T-CELL RECEPTOR EXPRESSION IN THE T-CELL MALIGNANCIES

Twenty-eight cases with T-cell neoplasms (10 with T-cell acute lymphoblastic leukemia [T-ALL], 10 with T-lymphoblastic lymphoma, and 8 with peripheral T-cell lymphomas) and 2 cases with reactive lymph nodes were immunohistochemically stained with monoclonal antibodies βF1, δTCS1, and WT31; βF1 antibody recognizes the β-subunit of T-cell receptor (TCR), whereas δTCS1 and WT31 recognize the δ- and αβ-subunits of TCR, respectively. Five cases with T-ALL, four with T-lymphoblastic lymphoma (T-LL), and seven with peripheral T-cell lymphomas were positive for βF1. None showed positive reactivity for δTCS1. One case with T-LL and four cases with peripheral T-cell lymphomas were positive for WT31. Of the nine cases positive for βF1 amont T-ALLs and T-LLs, six were also positive for CD1 (OKT6), whereas six of seven positive cases for CD1 were positive for βF1. The authors therefore suggest that TCRβ is expressed in the immature T-cells just earlier than or around the same stage of differentiation as those expressing CD1. The authors' immuno-electron microscopy study revealed that positive reactivity for βF1 was localized predominantly in the cytoplasm of the neoplastic cells in the cases with T-ALL, T-LL and peripheral T-cell lymphomas, and in the cytoplasm of the reactive T-cells. However, it was not localized on the surface membrane.

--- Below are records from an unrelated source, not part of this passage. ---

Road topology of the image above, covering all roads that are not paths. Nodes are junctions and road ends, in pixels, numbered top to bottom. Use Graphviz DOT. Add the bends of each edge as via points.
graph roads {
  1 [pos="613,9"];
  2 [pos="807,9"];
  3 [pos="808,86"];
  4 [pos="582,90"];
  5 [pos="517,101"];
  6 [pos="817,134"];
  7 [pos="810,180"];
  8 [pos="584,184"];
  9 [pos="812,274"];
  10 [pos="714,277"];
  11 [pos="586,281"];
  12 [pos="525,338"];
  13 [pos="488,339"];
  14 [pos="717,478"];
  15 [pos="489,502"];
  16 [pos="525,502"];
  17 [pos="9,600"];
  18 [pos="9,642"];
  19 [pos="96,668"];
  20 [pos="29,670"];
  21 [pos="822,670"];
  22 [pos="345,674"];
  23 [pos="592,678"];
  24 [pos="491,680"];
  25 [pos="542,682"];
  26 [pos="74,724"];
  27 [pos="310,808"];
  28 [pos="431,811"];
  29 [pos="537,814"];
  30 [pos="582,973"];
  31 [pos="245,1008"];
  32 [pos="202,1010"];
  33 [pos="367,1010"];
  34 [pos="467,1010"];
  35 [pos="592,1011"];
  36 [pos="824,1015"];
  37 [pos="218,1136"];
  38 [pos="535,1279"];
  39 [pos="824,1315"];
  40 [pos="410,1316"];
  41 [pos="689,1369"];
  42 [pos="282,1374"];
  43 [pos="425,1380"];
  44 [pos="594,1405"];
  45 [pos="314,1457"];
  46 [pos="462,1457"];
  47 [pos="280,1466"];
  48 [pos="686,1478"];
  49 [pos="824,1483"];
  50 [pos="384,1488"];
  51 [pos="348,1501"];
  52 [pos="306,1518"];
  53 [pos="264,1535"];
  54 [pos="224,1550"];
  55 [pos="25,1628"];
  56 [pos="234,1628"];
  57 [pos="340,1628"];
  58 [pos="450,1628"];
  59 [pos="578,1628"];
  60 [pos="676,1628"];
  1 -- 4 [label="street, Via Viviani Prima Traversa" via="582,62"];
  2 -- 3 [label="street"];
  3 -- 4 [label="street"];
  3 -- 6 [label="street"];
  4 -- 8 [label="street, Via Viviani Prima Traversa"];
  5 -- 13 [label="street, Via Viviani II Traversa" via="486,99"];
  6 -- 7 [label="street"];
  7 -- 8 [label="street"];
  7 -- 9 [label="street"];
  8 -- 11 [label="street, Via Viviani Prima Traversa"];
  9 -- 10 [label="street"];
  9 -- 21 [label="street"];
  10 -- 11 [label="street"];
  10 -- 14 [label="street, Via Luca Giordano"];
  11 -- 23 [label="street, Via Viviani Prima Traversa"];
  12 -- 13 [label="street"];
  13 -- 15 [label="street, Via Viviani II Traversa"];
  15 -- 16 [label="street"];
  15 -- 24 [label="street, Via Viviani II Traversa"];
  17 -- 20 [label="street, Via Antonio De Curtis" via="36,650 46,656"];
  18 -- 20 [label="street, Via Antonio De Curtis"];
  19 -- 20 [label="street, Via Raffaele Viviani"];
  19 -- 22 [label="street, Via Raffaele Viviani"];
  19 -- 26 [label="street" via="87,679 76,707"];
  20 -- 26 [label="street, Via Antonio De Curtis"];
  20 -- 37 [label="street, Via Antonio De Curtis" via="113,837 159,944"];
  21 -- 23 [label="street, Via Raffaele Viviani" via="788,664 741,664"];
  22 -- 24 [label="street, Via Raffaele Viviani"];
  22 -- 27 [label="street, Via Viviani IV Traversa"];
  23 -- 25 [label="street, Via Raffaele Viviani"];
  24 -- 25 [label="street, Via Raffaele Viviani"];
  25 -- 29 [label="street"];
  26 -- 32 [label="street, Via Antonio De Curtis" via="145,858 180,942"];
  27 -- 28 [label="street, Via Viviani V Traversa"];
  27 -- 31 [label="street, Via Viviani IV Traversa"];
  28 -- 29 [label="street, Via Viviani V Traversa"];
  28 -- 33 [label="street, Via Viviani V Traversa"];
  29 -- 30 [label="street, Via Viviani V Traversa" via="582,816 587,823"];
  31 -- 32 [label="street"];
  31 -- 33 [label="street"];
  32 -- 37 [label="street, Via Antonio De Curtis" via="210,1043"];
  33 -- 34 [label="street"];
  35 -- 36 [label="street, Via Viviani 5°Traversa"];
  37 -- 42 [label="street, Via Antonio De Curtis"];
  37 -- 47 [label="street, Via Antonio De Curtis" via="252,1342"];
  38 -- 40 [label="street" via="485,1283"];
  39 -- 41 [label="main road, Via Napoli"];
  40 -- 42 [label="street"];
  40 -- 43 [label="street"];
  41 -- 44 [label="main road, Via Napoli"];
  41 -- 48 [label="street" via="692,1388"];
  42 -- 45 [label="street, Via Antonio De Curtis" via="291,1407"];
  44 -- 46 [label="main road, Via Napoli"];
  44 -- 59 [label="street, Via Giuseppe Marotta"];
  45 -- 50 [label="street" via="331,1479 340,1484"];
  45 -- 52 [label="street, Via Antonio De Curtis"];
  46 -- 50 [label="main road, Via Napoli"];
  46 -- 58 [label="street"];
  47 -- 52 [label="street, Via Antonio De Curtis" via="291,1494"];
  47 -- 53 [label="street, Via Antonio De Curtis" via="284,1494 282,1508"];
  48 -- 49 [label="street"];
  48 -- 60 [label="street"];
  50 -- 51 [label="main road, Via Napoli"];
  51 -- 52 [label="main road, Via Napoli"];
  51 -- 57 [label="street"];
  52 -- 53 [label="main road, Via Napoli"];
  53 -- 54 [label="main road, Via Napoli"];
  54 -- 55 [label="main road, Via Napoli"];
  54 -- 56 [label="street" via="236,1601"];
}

In contrast, positive reactivity for WT31 was localized on the surface membrane of the neoplastic and reactive T-cells. Only half of the cases of peripheral T-cell lymphomas showed positive reactivity for WT31. The authors consider that it may not be a very useful antibody for the detection of TCRαβ on the T-cell neoplasms using frozen tissue sections.